WORK TASK:
With the pictures excluded, output only the lines from the one containing "index mcp: (129, 147)" through the last line of the entries, unchanged.

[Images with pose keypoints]
----

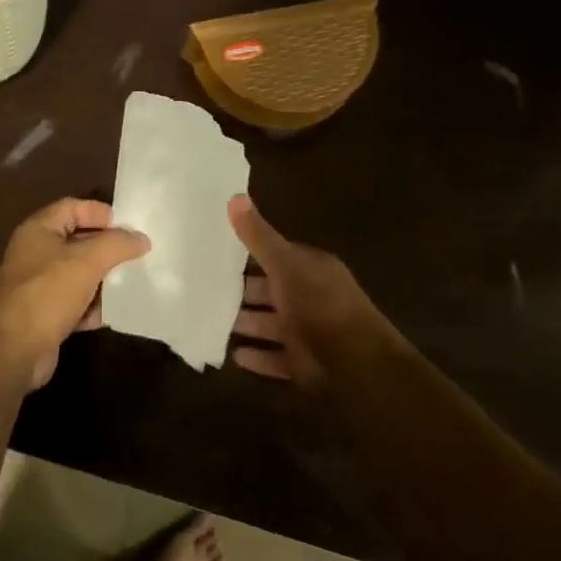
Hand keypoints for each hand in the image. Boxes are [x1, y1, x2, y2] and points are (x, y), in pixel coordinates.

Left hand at [0, 198, 150, 389]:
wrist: (14, 349)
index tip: (127, 226)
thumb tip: (141, 238)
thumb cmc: (49, 293)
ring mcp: (37, 285)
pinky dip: (88, 307)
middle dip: (105, 249)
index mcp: (38, 230)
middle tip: (135, 255)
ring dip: (101, 280)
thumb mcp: (88, 261)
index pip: (71, 207)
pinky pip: (73, 302)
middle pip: (76, 241)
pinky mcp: (43, 314)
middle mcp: (34, 253)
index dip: (98, 212)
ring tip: (127, 284)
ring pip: (77, 274)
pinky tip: (104, 315)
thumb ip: (117, 244)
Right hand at [228, 194, 404, 391]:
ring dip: (245, 324)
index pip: (277, 256)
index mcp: (311, 269)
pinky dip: (257, 357)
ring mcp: (308, 333)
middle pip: (270, 291)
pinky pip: (275, 358)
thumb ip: (258, 236)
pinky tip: (233, 355)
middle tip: (204, 290)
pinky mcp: (304, 364)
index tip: (215, 253)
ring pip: (270, 325)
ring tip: (210, 322)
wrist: (355, 363)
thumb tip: (234, 196)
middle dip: (241, 292)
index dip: (249, 254)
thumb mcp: (285, 264)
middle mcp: (311, 297)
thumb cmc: (319, 304)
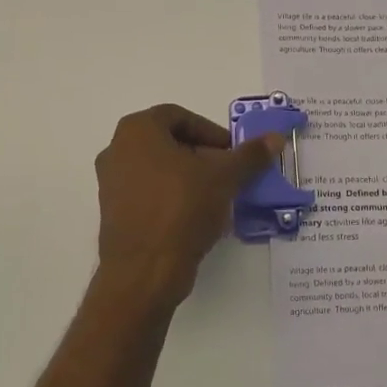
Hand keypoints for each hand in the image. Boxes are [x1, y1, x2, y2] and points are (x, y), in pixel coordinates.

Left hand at [95, 105, 281, 308]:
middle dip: (203, 155)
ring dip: (190, 178)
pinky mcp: (115, 213)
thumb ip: (249, 155)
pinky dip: (174, 198)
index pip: (180, 117)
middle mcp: (117, 150)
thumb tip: (275, 138)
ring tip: (218, 197)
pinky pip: (150, 195)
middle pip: (169, 143)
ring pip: (160, 170)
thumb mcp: (224, 177)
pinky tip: (198, 217)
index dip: (211, 131)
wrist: (145, 270)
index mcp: (137, 131)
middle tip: (229, 173)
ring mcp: (111, 184)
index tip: (232, 153)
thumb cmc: (182, 208)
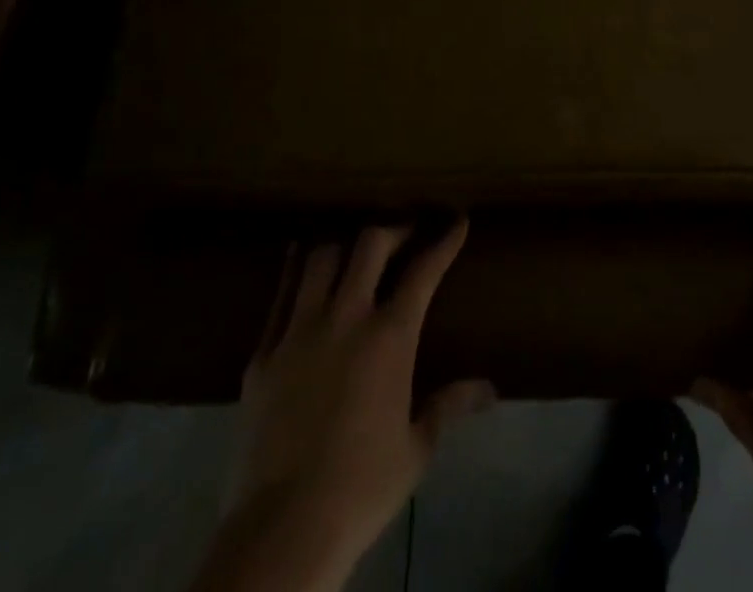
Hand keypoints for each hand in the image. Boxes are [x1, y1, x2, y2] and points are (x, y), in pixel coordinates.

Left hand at [191, 220, 493, 591]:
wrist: (282, 531)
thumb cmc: (362, 488)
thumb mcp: (416, 448)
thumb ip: (449, 405)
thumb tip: (489, 389)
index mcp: (389, 337)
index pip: (424, 271)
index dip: (444, 241)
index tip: (457, 221)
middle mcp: (346, 318)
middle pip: (370, 245)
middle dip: (394, 229)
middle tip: (406, 234)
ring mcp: (299, 331)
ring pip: (321, 258)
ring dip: (343, 244)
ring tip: (354, 247)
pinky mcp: (263, 354)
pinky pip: (280, 295)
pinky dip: (296, 270)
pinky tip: (302, 262)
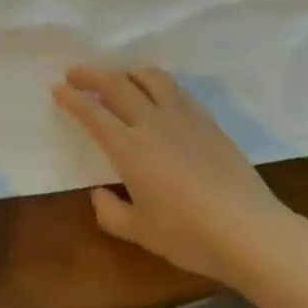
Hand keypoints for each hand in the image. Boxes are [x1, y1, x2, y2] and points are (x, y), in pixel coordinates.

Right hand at [53, 65, 288, 282]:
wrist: (250, 231)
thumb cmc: (189, 235)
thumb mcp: (141, 232)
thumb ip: (111, 212)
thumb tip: (99, 194)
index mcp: (129, 147)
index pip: (92, 113)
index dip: (72, 98)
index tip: (57, 88)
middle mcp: (153, 122)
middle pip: (117, 84)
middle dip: (91, 74)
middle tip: (75, 72)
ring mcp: (184, 118)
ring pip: (151, 78)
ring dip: (128, 72)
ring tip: (119, 78)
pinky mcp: (209, 122)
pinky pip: (177, 91)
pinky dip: (158, 85)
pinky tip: (159, 97)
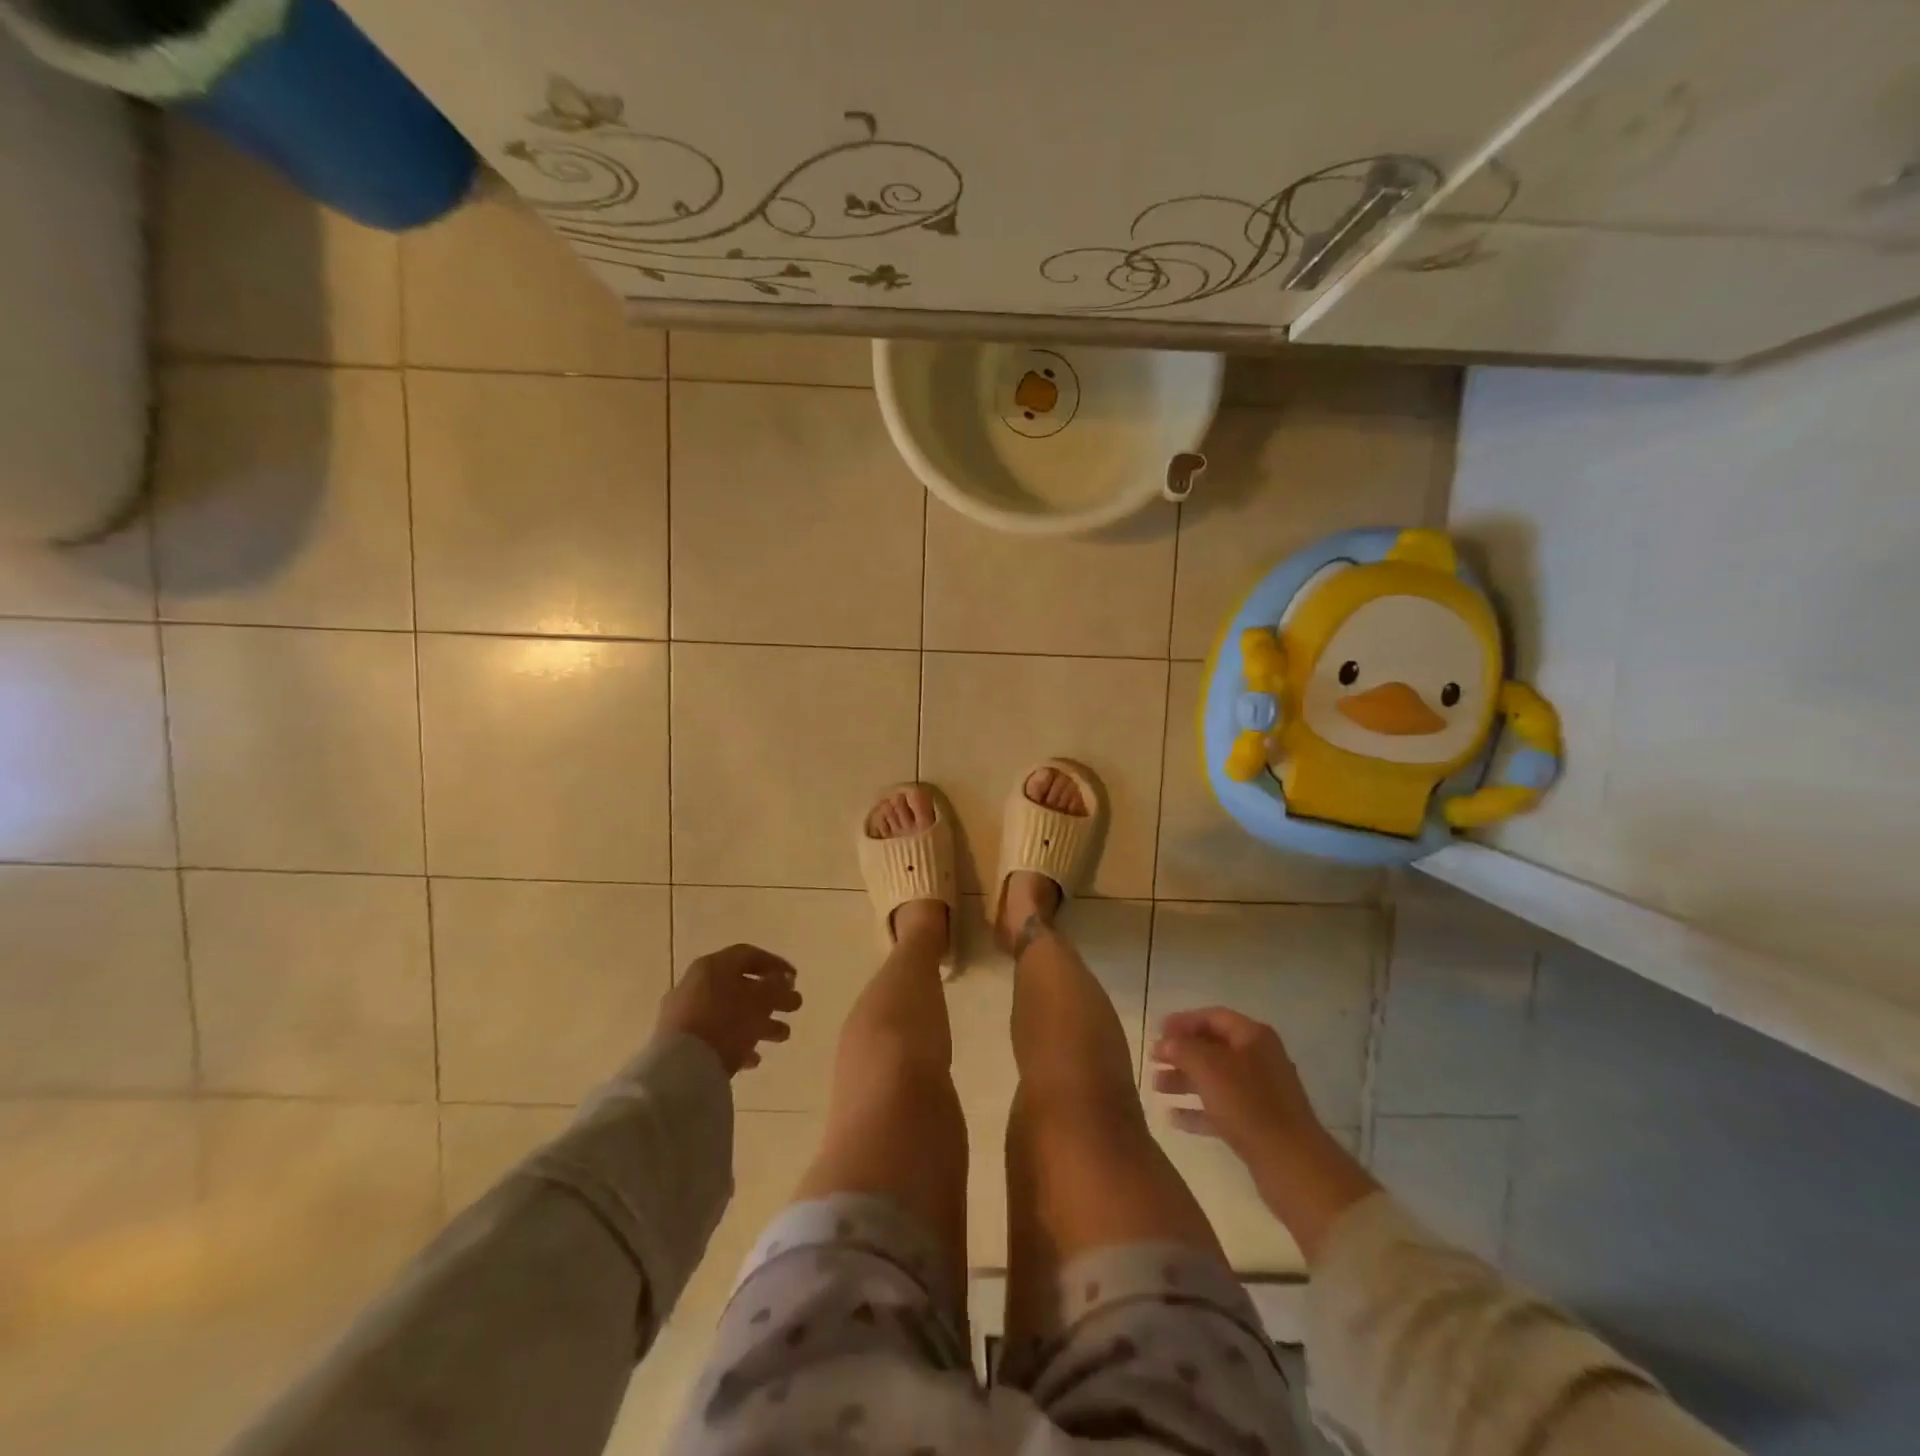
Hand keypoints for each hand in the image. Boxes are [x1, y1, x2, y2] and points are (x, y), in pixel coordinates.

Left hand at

----

EXERCISE RESPONSE:
index mcp: (129, 147)
index pip: (92, 113)
index dip: (72, 98)
index tip: (57, 88)
middle mcp: (153, 122)
middle pip: (117, 84)
middle dip: (91, 74)
middle tip: (75, 72)
ring mcp: (184, 118)
ring pip: (151, 78)
ring dip: (128, 72)
ring tip: (119, 78)
pinky mcp: (209, 122)
pinky pip: (177, 91)
pinky dip: (158, 85)
pinky tip: (159, 97)
Hand keypoints for each hand in the image. Boxes are [x1, y1, x2, y2] and points are (x, y), in pixel coordinates.

Left hand at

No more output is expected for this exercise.